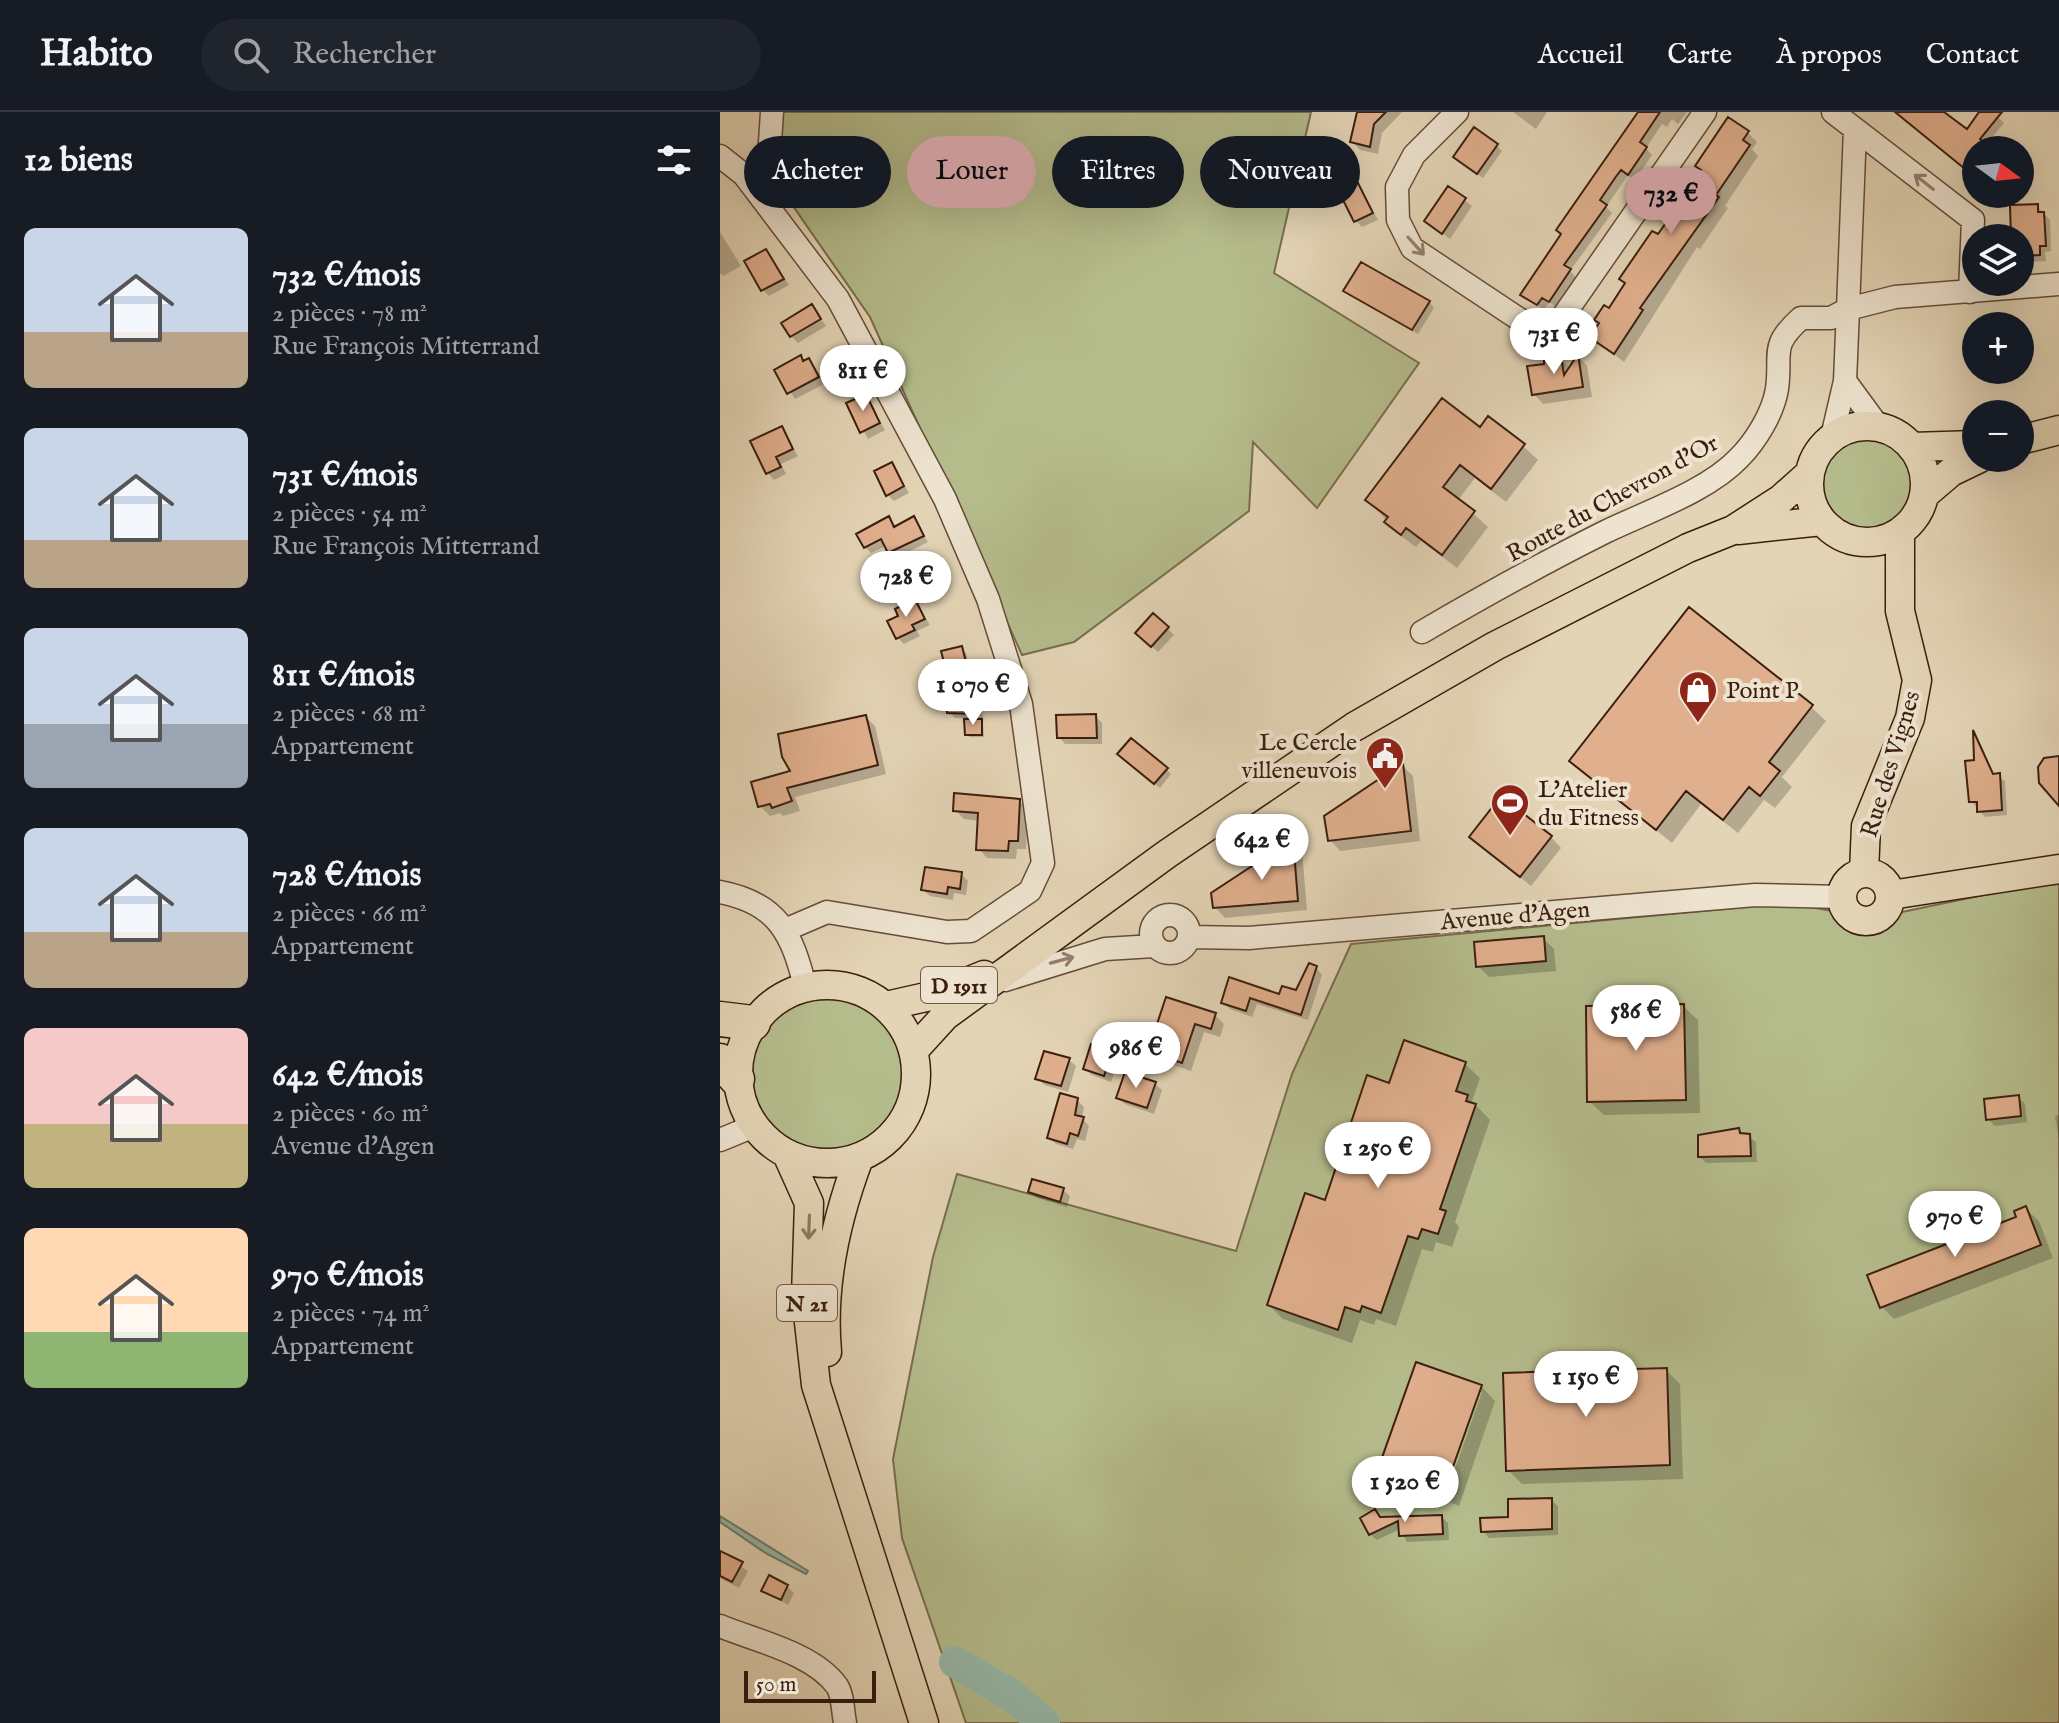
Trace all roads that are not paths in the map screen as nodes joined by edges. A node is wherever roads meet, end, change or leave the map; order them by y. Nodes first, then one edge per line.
1 (772, 112) edge
2 (1457, 112) edge
3 (1705, 112) edge
4 (1833, 112) edge
5 (1855, 129) junction
6 (770, 136) edge
7 (720, 156) edge
8 (744, 175) edge
9 (770, 208) edge
10 (1973, 224) edge
11 (2059, 284) edge
12 (2034, 286) edge
13 (1962, 293) edge
14 (1848, 309) junction
15 (1845, 381) junction
16 (1878, 426) junction
17 (2059, 430) edge
18 (2034, 436) edge
19 (1832, 437) junction
20 (1962, 445) edge
21 (1912, 447) junction
22 (1962, 467) edge
23 (1809, 474) junction
24 (1924, 495) junction
25 (1822, 521) junction
26 (1733, 530) junction
27 (1900, 532) junction
28 (1867, 542) junction
29 (1900, 611) junction
30 (1422, 632) dead end
31 (2059, 869) edge
32 (1864, 872) junction
33 (720, 892) edge
34 (1891, 895) junction
35 (1842, 897) junction
36 (785, 930) junction
37 (1029, 956) junction
38 (988, 985) junction
39 (805, 986) junction
40 (886, 1006) junction
41 (736, 1021) edge
42 (914, 1050) junction
43 (729, 1070) edge
44 (754, 1126) junction
45 (720, 1140) edge
46 (787, 1154) junction
47 (859, 1158) junction
48 (838, 1452) junction
49 (869, 1560) junction
50 (720, 1626) edge
51 (845, 1723) edge
52 (906, 1723) edge
53 (924, 1723) edge

1 - 6 street
2 -> 3 street
4 - 5 street
10 -> 5 street
5 - 14 street
7 - 8 street
9 - 36 street
11 - 12 street
13 - 14 street
14 - 15 street
14 - 30 street, Route du Chevron d'Or
15 - 16 street
15 - 19 street
16 - 19 main road
16 - 21 main road
17 - 18 main road
19 - 23 main road
20 - 21 main road
21 - 24 main road
22 - 24 main road
23 - 25 main road
23 - 26 main road, D 1911
24 - 27 main road
25 - 26 main road, D 1911
25 - 28 main road
26 - 37 main road, D 1911
27 - 28 main road
27 - 29 main road, Rue des Vignes
28 - 29 main road, Rue des Vignes
29 - 32 main road, Rue des Vignes
31 - 34 main road
32 - 34 main road
32 - 35 main road
33 - 36 street
34 - 35 main road
38 -> 35 street, Avenue d'Agen
36 - 39 street
37 - 38 main road, D 1911
37 - 40 main road, D 1911
38 - 42 main road, D 1911
39 - 40 main road
39 - 41 main road
40 - 42 main road
41 - 43 main road
42 - 47 main road
43 - 44 main road
44 - 45 street
44 - 46 main road
46 - 47 main road
46 -> 48 main road, N 21
47 - 48 main road, N 21
48 - 49 main road, N 21
49 - 52 main road, N 21
49 - 53 main road, N 21
50 - 51 street

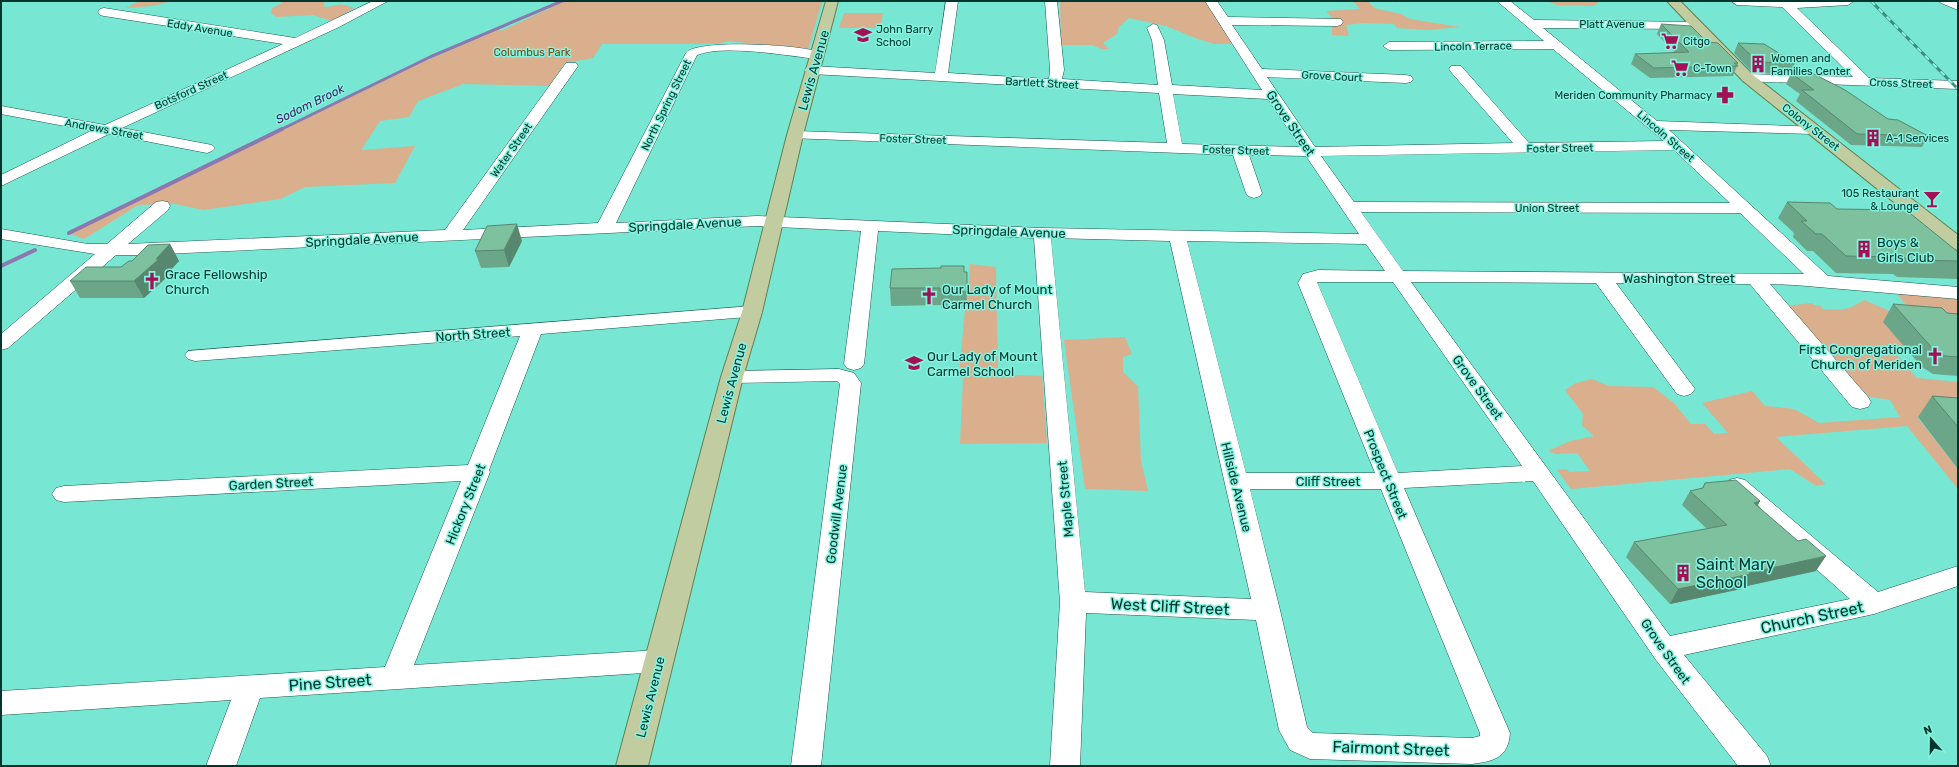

= = = =

Write down only the number of lines above where the word "Vignes" occurs.

Expected answer:
3